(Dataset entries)
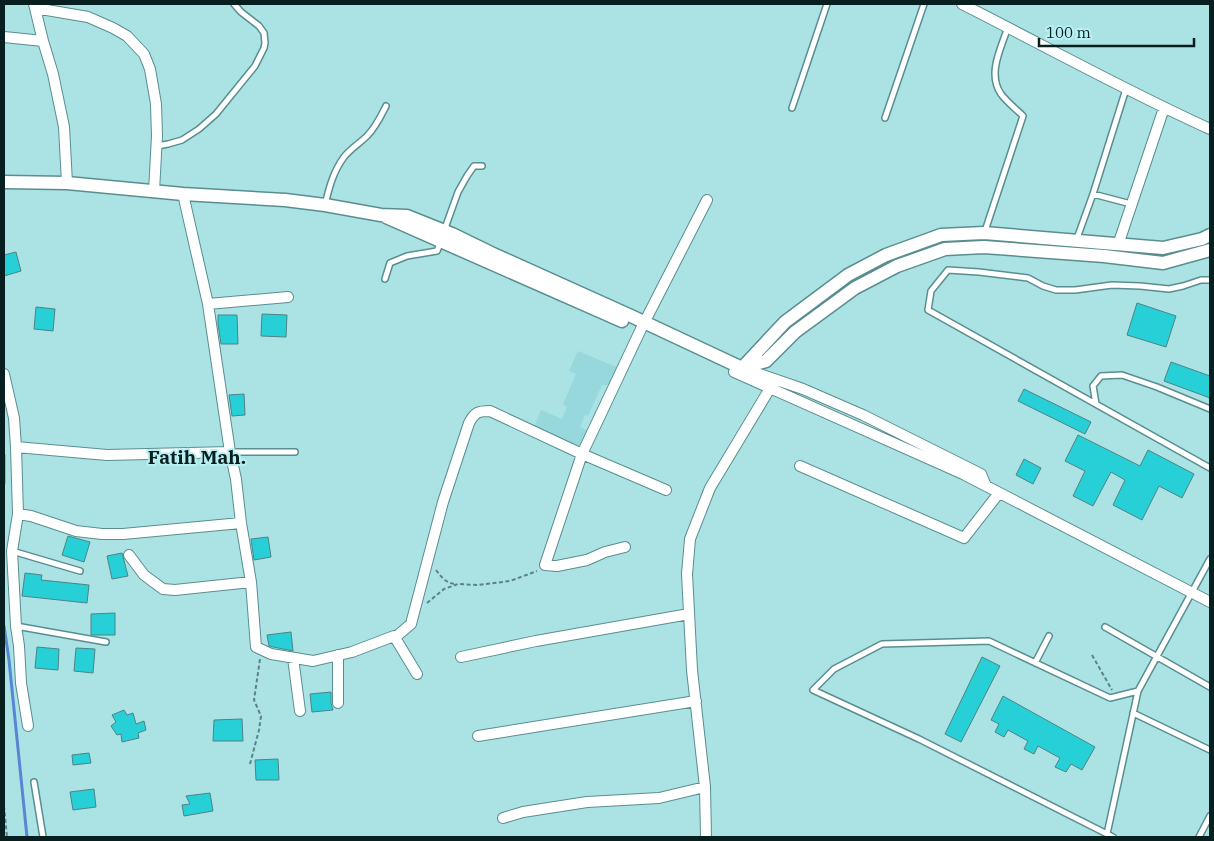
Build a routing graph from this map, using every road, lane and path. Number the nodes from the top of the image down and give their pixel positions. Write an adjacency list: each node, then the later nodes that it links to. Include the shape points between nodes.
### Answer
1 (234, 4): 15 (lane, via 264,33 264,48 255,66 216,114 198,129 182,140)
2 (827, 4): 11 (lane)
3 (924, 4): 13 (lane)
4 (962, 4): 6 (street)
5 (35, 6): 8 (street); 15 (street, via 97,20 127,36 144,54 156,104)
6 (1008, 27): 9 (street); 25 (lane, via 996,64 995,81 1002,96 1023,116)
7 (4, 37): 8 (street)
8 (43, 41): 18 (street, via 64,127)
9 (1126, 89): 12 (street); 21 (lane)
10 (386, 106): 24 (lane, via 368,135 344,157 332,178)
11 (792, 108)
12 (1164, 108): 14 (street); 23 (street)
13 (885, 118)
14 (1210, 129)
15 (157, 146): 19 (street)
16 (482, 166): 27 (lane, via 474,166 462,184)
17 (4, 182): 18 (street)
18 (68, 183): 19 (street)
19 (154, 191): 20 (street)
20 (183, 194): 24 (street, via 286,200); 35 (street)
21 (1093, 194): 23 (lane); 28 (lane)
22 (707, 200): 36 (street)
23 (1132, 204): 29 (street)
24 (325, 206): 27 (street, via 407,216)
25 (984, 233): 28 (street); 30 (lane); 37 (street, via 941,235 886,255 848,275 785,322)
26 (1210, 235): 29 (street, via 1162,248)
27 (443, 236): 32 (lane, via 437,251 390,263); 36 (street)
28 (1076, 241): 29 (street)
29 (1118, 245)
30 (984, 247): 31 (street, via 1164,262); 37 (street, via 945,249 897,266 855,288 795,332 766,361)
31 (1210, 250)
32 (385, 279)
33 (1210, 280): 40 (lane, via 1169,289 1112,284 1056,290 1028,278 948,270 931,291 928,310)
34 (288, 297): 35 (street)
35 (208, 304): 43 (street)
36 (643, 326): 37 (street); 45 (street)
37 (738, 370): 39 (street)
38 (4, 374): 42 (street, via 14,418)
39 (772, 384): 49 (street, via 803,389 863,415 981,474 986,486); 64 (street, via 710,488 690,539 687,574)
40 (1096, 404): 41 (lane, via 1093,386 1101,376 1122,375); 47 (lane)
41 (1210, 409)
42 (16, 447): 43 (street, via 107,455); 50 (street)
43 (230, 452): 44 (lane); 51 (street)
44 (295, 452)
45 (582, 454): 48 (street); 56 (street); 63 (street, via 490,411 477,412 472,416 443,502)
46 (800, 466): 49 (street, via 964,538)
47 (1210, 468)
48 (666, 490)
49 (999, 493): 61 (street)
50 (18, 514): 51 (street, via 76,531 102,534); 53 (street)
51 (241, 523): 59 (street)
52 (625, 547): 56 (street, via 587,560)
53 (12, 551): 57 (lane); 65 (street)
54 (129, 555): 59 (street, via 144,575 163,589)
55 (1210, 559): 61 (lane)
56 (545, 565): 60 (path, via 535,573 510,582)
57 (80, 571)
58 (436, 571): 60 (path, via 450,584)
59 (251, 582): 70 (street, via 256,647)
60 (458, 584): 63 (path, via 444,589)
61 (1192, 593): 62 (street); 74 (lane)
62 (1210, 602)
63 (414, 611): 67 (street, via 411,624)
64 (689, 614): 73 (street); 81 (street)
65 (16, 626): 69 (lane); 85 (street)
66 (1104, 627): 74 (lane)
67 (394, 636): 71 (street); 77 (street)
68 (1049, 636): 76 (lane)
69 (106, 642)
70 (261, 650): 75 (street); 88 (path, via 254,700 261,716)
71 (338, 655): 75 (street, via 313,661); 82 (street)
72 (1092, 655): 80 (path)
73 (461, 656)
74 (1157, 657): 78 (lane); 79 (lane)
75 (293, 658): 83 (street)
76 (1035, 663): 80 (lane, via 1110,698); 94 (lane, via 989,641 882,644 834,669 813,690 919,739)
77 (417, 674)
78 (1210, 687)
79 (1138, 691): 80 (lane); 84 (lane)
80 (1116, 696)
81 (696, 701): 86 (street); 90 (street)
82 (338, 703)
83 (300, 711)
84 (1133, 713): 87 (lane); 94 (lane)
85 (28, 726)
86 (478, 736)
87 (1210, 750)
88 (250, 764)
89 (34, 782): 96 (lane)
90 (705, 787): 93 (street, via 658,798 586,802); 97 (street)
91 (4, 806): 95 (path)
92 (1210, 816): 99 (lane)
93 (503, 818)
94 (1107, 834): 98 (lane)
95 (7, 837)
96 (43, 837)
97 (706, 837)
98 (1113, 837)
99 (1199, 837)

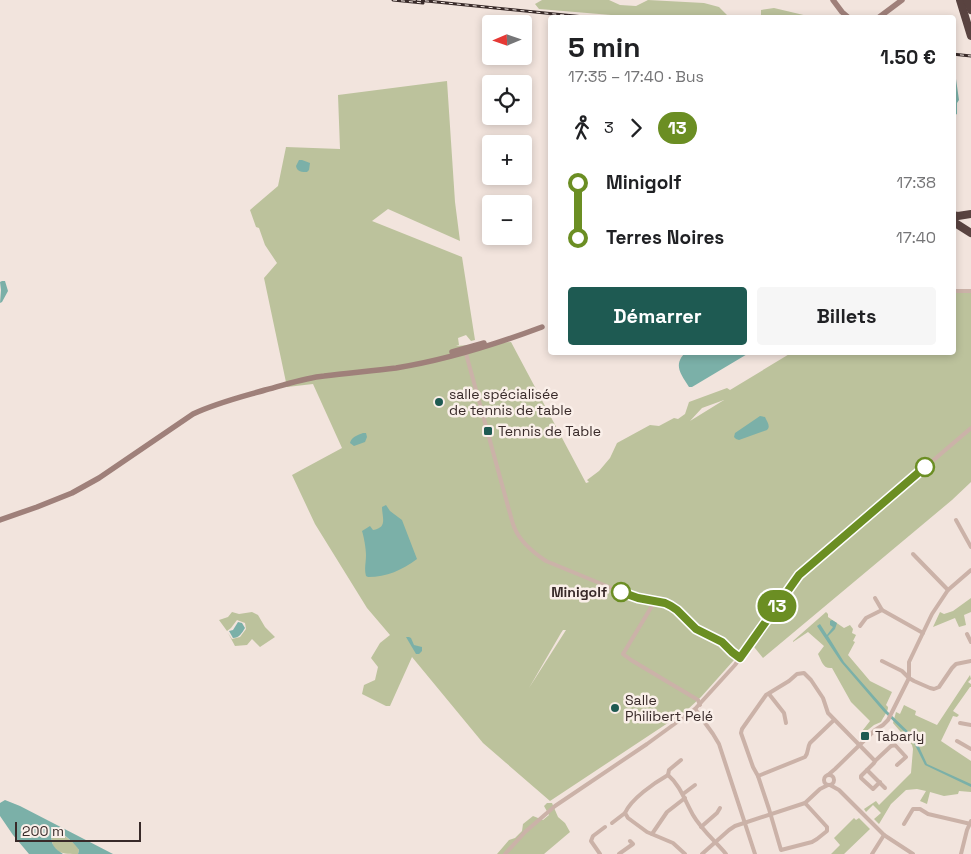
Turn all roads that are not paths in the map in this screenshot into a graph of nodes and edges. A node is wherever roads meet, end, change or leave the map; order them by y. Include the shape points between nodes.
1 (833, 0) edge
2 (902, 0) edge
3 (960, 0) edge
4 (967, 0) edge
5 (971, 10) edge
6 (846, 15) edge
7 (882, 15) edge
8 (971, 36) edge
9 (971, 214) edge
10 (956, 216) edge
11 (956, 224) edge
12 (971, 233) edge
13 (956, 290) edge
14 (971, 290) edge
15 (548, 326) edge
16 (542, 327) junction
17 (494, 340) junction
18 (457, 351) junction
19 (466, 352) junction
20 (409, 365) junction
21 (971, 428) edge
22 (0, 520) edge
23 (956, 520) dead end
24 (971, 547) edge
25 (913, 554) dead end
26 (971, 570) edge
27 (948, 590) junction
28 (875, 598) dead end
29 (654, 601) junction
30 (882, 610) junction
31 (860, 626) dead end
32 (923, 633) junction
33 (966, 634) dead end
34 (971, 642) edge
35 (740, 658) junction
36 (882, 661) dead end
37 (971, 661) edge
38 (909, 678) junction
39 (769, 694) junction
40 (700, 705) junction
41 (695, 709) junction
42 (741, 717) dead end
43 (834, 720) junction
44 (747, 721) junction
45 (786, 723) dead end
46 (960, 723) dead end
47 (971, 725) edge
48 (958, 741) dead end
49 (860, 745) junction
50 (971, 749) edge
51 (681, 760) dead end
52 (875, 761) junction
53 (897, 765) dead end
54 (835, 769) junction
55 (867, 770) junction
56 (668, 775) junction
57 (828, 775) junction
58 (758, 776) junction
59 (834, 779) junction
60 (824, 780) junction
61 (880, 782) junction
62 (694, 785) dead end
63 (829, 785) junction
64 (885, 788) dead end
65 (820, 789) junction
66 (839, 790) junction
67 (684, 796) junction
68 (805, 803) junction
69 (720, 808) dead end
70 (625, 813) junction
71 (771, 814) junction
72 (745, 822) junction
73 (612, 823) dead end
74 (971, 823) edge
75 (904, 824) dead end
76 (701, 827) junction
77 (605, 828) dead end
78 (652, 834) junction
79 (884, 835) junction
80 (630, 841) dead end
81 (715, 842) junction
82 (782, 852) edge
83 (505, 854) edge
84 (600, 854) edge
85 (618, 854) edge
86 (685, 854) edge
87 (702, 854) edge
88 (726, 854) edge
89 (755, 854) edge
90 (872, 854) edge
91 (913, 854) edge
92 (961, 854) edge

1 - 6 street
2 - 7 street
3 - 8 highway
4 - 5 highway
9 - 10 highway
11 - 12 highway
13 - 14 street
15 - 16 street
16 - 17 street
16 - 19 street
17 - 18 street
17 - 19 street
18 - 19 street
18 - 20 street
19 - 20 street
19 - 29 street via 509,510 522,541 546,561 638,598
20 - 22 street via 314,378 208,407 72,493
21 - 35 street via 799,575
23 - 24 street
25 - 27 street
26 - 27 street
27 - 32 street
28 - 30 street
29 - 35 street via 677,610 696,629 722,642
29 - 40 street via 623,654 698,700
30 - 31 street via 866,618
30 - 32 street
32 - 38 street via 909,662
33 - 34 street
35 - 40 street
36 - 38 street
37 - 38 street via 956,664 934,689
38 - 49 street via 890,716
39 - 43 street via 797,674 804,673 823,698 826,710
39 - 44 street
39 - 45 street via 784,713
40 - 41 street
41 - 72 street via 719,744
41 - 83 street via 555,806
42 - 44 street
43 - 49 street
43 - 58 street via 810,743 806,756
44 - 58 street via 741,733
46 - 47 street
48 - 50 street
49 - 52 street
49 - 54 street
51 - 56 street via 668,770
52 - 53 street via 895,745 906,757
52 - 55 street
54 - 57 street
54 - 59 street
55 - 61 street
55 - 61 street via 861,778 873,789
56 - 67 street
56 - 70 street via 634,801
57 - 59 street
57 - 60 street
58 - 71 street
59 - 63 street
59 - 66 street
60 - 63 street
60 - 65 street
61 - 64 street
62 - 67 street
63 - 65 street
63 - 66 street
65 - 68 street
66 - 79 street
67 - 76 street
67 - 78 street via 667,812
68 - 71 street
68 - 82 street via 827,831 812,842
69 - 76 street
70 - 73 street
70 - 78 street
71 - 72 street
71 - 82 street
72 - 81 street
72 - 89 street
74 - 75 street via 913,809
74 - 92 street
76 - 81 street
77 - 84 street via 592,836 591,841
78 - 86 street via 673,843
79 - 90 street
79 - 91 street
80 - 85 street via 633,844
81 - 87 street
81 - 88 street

» **Description of the task**
Lines containing the word "shape" are to be located in the entries and copied.

» **Result**
Build a routing graph from this map, using every road, lane and path. Number the nodes from the top of the image down and give their pixel positions. Write an adjacency list: each node, then the later nodes that it links to. Include the shape points between nodes.
Turn all roads that are not paths in the map in this screenshot into a graph of nodes and edges. A node is wherever roads meet, end, change or leave the map; order them by y. Include the shape points between nodes.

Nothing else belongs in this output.